* [What is being asked] The expected output is the full data, repeated exactly, without pictures.
Segment Open
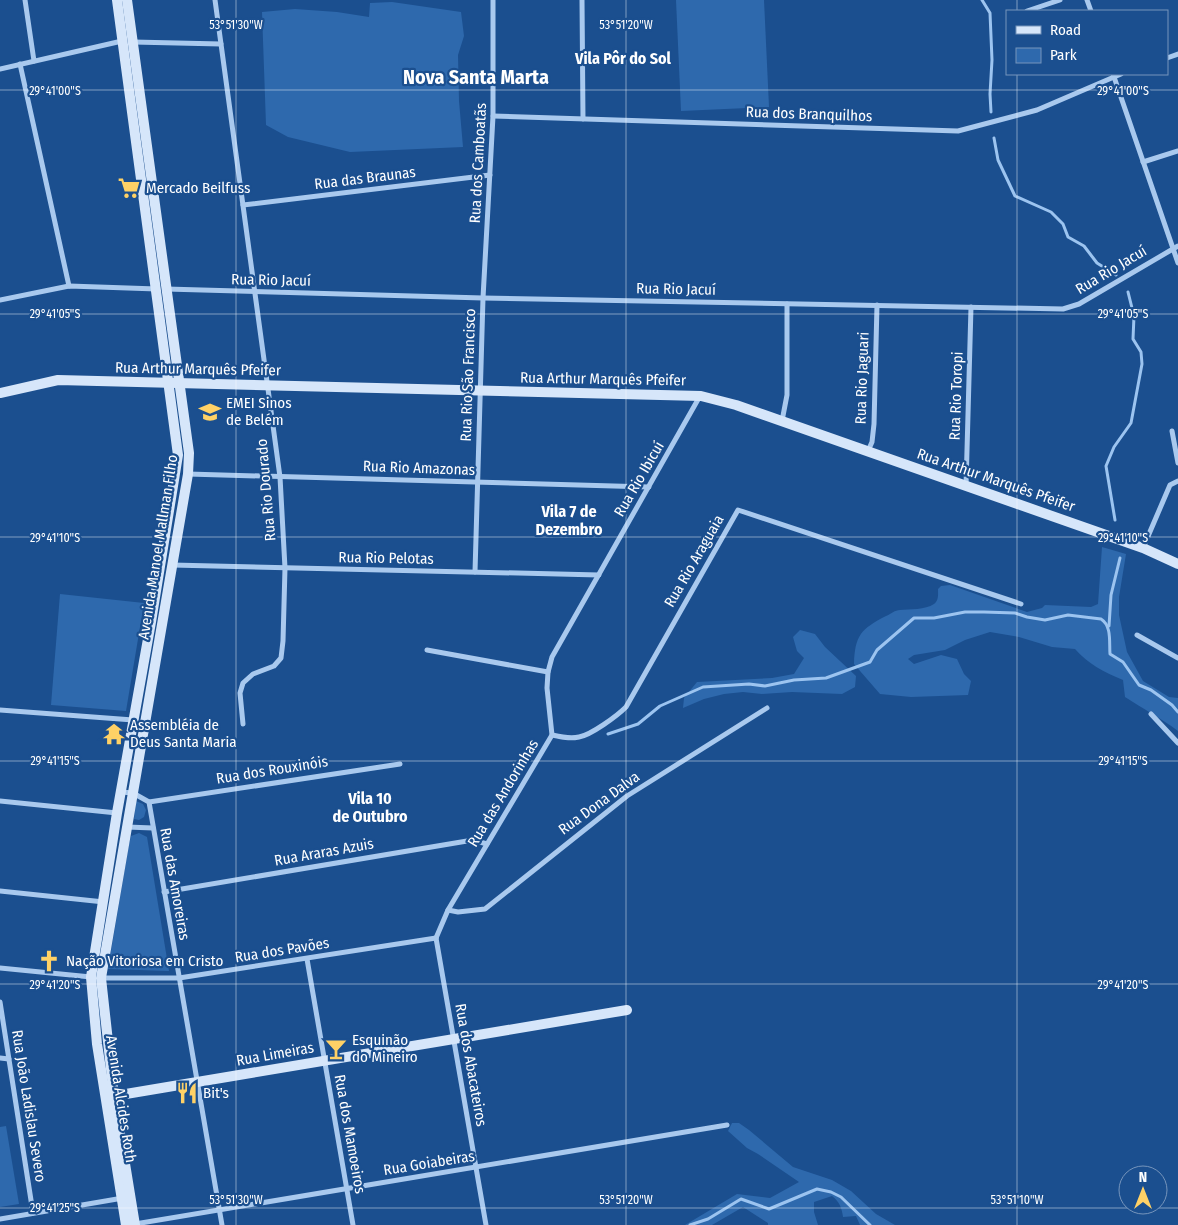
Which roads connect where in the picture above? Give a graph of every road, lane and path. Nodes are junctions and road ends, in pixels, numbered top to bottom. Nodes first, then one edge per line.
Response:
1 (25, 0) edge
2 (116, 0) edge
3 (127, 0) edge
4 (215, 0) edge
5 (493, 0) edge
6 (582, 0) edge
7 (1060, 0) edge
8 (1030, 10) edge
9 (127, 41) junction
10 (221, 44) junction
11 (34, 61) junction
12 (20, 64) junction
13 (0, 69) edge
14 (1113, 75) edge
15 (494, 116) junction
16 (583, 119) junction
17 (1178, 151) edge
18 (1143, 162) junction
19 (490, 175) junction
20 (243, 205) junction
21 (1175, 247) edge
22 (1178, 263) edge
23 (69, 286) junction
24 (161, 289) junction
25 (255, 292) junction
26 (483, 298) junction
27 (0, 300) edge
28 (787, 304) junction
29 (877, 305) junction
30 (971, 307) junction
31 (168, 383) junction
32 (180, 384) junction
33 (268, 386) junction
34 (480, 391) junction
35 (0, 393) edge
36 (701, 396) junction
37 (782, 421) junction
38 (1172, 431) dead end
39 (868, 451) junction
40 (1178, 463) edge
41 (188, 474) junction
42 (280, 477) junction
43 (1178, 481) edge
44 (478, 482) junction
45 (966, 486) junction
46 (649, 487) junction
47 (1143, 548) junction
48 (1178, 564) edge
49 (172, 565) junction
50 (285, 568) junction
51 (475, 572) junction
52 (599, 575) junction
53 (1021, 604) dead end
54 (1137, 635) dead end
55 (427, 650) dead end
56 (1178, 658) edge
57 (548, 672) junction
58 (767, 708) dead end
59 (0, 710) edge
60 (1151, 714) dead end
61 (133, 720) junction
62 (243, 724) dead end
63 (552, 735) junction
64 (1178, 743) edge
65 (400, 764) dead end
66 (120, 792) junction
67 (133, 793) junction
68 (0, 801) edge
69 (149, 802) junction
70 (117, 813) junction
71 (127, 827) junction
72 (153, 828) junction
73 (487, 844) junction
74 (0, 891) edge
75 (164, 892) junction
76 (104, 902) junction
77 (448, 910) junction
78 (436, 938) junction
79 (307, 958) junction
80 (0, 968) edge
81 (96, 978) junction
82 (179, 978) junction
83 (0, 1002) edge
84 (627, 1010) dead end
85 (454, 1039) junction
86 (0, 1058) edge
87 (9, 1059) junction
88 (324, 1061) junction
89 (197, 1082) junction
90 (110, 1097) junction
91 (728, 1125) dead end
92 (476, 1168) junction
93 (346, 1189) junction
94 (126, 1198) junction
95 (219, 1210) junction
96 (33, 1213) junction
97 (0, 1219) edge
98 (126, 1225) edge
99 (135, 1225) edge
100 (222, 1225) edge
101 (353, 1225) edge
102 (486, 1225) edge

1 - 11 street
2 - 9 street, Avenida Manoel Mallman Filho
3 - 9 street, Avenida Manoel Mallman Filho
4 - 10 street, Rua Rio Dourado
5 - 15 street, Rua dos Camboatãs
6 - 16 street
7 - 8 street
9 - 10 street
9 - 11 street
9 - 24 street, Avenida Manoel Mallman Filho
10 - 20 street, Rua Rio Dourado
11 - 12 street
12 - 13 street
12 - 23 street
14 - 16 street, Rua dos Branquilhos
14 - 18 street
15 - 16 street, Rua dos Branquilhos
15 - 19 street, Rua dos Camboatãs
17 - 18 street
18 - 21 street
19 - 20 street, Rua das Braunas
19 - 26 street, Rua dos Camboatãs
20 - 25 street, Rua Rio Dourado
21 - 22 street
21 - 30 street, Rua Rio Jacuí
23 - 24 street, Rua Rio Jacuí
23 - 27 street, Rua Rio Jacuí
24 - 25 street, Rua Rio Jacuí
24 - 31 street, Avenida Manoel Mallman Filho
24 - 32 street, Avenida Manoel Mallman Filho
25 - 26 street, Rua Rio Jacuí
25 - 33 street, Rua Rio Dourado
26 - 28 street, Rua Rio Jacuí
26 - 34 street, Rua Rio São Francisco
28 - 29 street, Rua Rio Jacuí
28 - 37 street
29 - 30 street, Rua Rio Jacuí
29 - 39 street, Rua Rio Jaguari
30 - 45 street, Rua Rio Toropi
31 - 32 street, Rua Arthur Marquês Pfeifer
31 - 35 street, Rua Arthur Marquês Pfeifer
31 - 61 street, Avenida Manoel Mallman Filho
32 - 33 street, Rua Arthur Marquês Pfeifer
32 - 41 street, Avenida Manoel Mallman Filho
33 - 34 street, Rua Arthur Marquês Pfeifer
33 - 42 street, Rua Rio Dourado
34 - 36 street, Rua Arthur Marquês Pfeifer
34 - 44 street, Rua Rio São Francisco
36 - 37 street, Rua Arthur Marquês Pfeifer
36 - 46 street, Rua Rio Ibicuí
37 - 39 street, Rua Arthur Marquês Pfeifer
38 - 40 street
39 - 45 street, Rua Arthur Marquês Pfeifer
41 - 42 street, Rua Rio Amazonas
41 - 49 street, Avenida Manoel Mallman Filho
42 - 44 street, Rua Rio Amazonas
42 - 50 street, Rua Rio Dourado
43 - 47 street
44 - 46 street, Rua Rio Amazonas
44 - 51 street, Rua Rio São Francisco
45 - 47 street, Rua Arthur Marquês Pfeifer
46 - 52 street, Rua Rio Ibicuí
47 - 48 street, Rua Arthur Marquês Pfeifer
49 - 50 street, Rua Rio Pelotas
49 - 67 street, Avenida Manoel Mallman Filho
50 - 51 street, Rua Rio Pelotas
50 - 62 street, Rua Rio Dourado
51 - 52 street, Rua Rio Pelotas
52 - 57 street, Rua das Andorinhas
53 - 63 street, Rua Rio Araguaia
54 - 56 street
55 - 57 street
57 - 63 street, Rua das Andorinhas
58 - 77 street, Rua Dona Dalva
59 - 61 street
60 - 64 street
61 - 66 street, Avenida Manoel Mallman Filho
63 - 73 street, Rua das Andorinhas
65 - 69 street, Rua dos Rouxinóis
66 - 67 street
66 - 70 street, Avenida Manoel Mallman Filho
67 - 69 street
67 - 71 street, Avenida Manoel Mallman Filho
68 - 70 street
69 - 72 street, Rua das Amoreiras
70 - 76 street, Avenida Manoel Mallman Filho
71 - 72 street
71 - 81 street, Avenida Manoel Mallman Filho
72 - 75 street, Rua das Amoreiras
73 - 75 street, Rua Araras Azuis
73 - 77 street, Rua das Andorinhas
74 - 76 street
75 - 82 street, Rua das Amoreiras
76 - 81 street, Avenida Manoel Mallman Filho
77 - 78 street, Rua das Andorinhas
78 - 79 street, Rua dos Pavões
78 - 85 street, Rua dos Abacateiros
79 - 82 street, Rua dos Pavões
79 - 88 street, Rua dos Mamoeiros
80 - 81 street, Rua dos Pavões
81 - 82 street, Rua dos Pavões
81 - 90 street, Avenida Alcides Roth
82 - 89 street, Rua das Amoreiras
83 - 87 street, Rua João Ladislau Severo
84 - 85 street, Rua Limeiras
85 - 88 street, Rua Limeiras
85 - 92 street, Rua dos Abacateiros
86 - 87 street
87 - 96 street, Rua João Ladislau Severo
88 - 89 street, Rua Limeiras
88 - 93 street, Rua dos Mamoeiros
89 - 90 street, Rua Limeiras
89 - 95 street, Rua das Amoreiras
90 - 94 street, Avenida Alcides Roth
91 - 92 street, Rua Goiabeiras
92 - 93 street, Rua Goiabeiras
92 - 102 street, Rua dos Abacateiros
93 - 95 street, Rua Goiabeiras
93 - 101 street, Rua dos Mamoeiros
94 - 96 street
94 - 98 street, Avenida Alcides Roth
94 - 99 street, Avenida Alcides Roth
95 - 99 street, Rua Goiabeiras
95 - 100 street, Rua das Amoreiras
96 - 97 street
Segment Closed
* [Result for this task]
Which roads connect where in the picture above? Give a graph of every road, lane and path. Nodes are junctions and road ends, in pixels, numbered top to bottom. Nodes first, then one edge per line.
Response:
1 (25, 0) edge
2 (116, 0) edge
3 (127, 0) edge
4 (215, 0) edge
5 (493, 0) edge
6 (582, 0) edge
7 (1060, 0) edge
8 (1030, 10) edge
9 (127, 41) junction
10 (221, 44) junction
11 (34, 61) junction
12 (20, 64) junction
13 (0, 69) edge
14 (1113, 75) edge
15 (494, 116) junction
16 (583, 119) junction
17 (1178, 151) edge
18 (1143, 162) junction
19 (490, 175) junction
20 (243, 205) junction
21 (1175, 247) edge
22 (1178, 263) edge
23 (69, 286) junction
24 (161, 289) junction
25 (255, 292) junction
26 (483, 298) junction
27 (0, 300) edge
28 (787, 304) junction
29 (877, 305) junction
30 (971, 307) junction
31 (168, 383) junction
32 (180, 384) junction
33 (268, 386) junction
34 (480, 391) junction
35 (0, 393) edge
36 (701, 396) junction
37 (782, 421) junction
38 (1172, 431) dead end
39 (868, 451) junction
40 (1178, 463) edge
41 (188, 474) junction
42 (280, 477) junction
43 (1178, 481) edge
44 (478, 482) junction
45 (966, 486) junction
46 (649, 487) junction
47 (1143, 548) junction
48 (1178, 564) edge
49 (172, 565) junction
50 (285, 568) junction
51 (475, 572) junction
52 (599, 575) junction
53 (1021, 604) dead end
54 (1137, 635) dead end
55 (427, 650) dead end
56 (1178, 658) edge
57 (548, 672) junction
58 (767, 708) dead end
59 (0, 710) edge
60 (1151, 714) dead end
61 (133, 720) junction
62 (243, 724) dead end
63 (552, 735) junction
64 (1178, 743) edge
65 (400, 764) dead end
66 (120, 792) junction
67 (133, 793) junction
68 (0, 801) edge
69 (149, 802) junction
70 (117, 813) junction
71 (127, 827) junction
72 (153, 828) junction
73 (487, 844) junction
74 (0, 891) edge
75 (164, 892) junction
76 (104, 902) junction
77 (448, 910) junction
78 (436, 938) junction
79 (307, 958) junction
80 (0, 968) edge
81 (96, 978) junction
82 (179, 978) junction
83 (0, 1002) edge
84 (627, 1010) dead end
85 (454, 1039) junction
86 (0, 1058) edge
87 (9, 1059) junction
88 (324, 1061) junction
89 (197, 1082) junction
90 (110, 1097) junction
91 (728, 1125) dead end
92 (476, 1168) junction
93 (346, 1189) junction
94 (126, 1198) junction
95 (219, 1210) junction
96 (33, 1213) junction
97 (0, 1219) edge
98 (126, 1225) edge
99 (135, 1225) edge
100 (222, 1225) edge
101 (353, 1225) edge
102 (486, 1225) edge

1 - 11 street
2 - 9 street, Avenida Manoel Mallman Filho
3 - 9 street, Avenida Manoel Mallman Filho
4 - 10 street, Rua Rio Dourado
5 - 15 street, Rua dos Camboatãs
6 - 16 street
7 - 8 street
9 - 10 street
9 - 11 street
9 - 24 street, Avenida Manoel Mallman Filho
10 - 20 street, Rua Rio Dourado
11 - 12 street
12 - 13 street
12 - 23 street
14 - 16 street, Rua dos Branquilhos
14 - 18 street
15 - 16 street, Rua dos Branquilhos
15 - 19 street, Rua dos Camboatãs
17 - 18 street
18 - 21 street
19 - 20 street, Rua das Braunas
19 - 26 street, Rua dos Camboatãs
20 - 25 street, Rua Rio Dourado
21 - 22 street
21 - 30 street, Rua Rio Jacuí
23 - 24 street, Rua Rio Jacuí
23 - 27 street, Rua Rio Jacuí
24 - 25 street, Rua Rio Jacuí
24 - 31 street, Avenida Manoel Mallman Filho
24 - 32 street, Avenida Manoel Mallman Filho
25 - 26 street, Rua Rio Jacuí
25 - 33 street, Rua Rio Dourado
26 - 28 street, Rua Rio Jacuí
26 - 34 street, Rua Rio São Francisco
28 - 29 street, Rua Rio Jacuí
28 - 37 street
29 - 30 street, Rua Rio Jacuí
29 - 39 street, Rua Rio Jaguari
30 - 45 street, Rua Rio Toropi
31 - 32 street, Rua Arthur Marquês Pfeifer
31 - 35 street, Rua Arthur Marquês Pfeifer
31 - 61 street, Avenida Manoel Mallman Filho
32 - 33 street, Rua Arthur Marquês Pfeifer
32 - 41 street, Avenida Manoel Mallman Filho
33 - 34 street, Rua Arthur Marquês Pfeifer
33 - 42 street, Rua Rio Dourado
34 - 36 street, Rua Arthur Marquês Pfeifer
34 - 44 street, Rua Rio São Francisco
36 - 37 street, Rua Arthur Marquês Pfeifer
36 - 46 street, Rua Rio Ibicuí
37 - 39 street, Rua Arthur Marquês Pfeifer
38 - 40 street
39 - 45 street, Rua Arthur Marquês Pfeifer
41 - 42 street, Rua Rio Amazonas
41 - 49 street, Avenida Manoel Mallman Filho
42 - 44 street, Rua Rio Amazonas
42 - 50 street, Rua Rio Dourado
43 - 47 street
44 - 46 street, Rua Rio Amazonas
44 - 51 street, Rua Rio São Francisco
45 - 47 street, Rua Arthur Marquês Pfeifer
46 - 52 street, Rua Rio Ibicuí
47 - 48 street, Rua Arthur Marquês Pfeifer
49 - 50 street, Rua Rio Pelotas
49 - 67 street, Avenida Manoel Mallman Filho
50 - 51 street, Rua Rio Pelotas
50 - 62 street, Rua Rio Dourado
51 - 52 street, Rua Rio Pelotas
52 - 57 street, Rua das Andorinhas
53 - 63 street, Rua Rio Araguaia
54 - 56 street
55 - 57 street
57 - 63 street, Rua das Andorinhas
58 - 77 street, Rua Dona Dalva
59 - 61 street
60 - 64 street
61 - 66 street, Avenida Manoel Mallman Filho
63 - 73 street, Rua das Andorinhas
65 - 69 street, Rua dos Rouxinóis
66 - 67 street
66 - 70 street, Avenida Manoel Mallman Filho
67 - 69 street
67 - 71 street, Avenida Manoel Mallman Filho
68 - 70 street
69 - 72 street, Rua das Amoreiras
70 - 76 street, Avenida Manoel Mallman Filho
71 - 72 street
71 - 81 street, Avenida Manoel Mallman Filho
72 - 75 street, Rua das Amoreiras
73 - 75 street, Rua Araras Azuis
73 - 77 street, Rua das Andorinhas
74 - 76 street
75 - 82 street, Rua das Amoreiras
76 - 81 street, Avenida Manoel Mallman Filho
77 - 78 street, Rua das Andorinhas
78 - 79 street, Rua dos Pavões
78 - 85 street, Rua dos Abacateiros
79 - 82 street, Rua dos Pavões
79 - 88 street, Rua dos Mamoeiros
80 - 81 street, Rua dos Pavões
81 - 82 street, Rua dos Pavões
81 - 90 street, Avenida Alcides Roth
82 - 89 street, Rua das Amoreiras
83 - 87 street, Rua João Ladislau Severo
84 - 85 street, Rua Limeiras
85 - 88 street, Rua Limeiras
85 - 92 street, Rua dos Abacateiros
86 - 87 street
87 - 96 street, Rua João Ladislau Severo
88 - 89 street, Rua Limeiras
88 - 93 street, Rua dos Mamoeiros
89 - 90 street, Rua Limeiras
89 - 95 street, Rua das Amoreiras
90 - 94 street, Avenida Alcides Roth
91 - 92 street, Rua Goiabeiras
92 - 93 street, Rua Goiabeiras
92 - 102 street, Rua dos Abacateiros
93 - 95 street, Rua Goiabeiras
93 - 101 street, Rua dos Mamoeiros
94 - 96 street
94 - 98 street, Avenida Alcides Roth
94 - 99 street, Avenida Alcides Roth
95 - 99 street, Rua Goiabeiras
95 - 100 street, Rua das Amoreiras
96 - 97 street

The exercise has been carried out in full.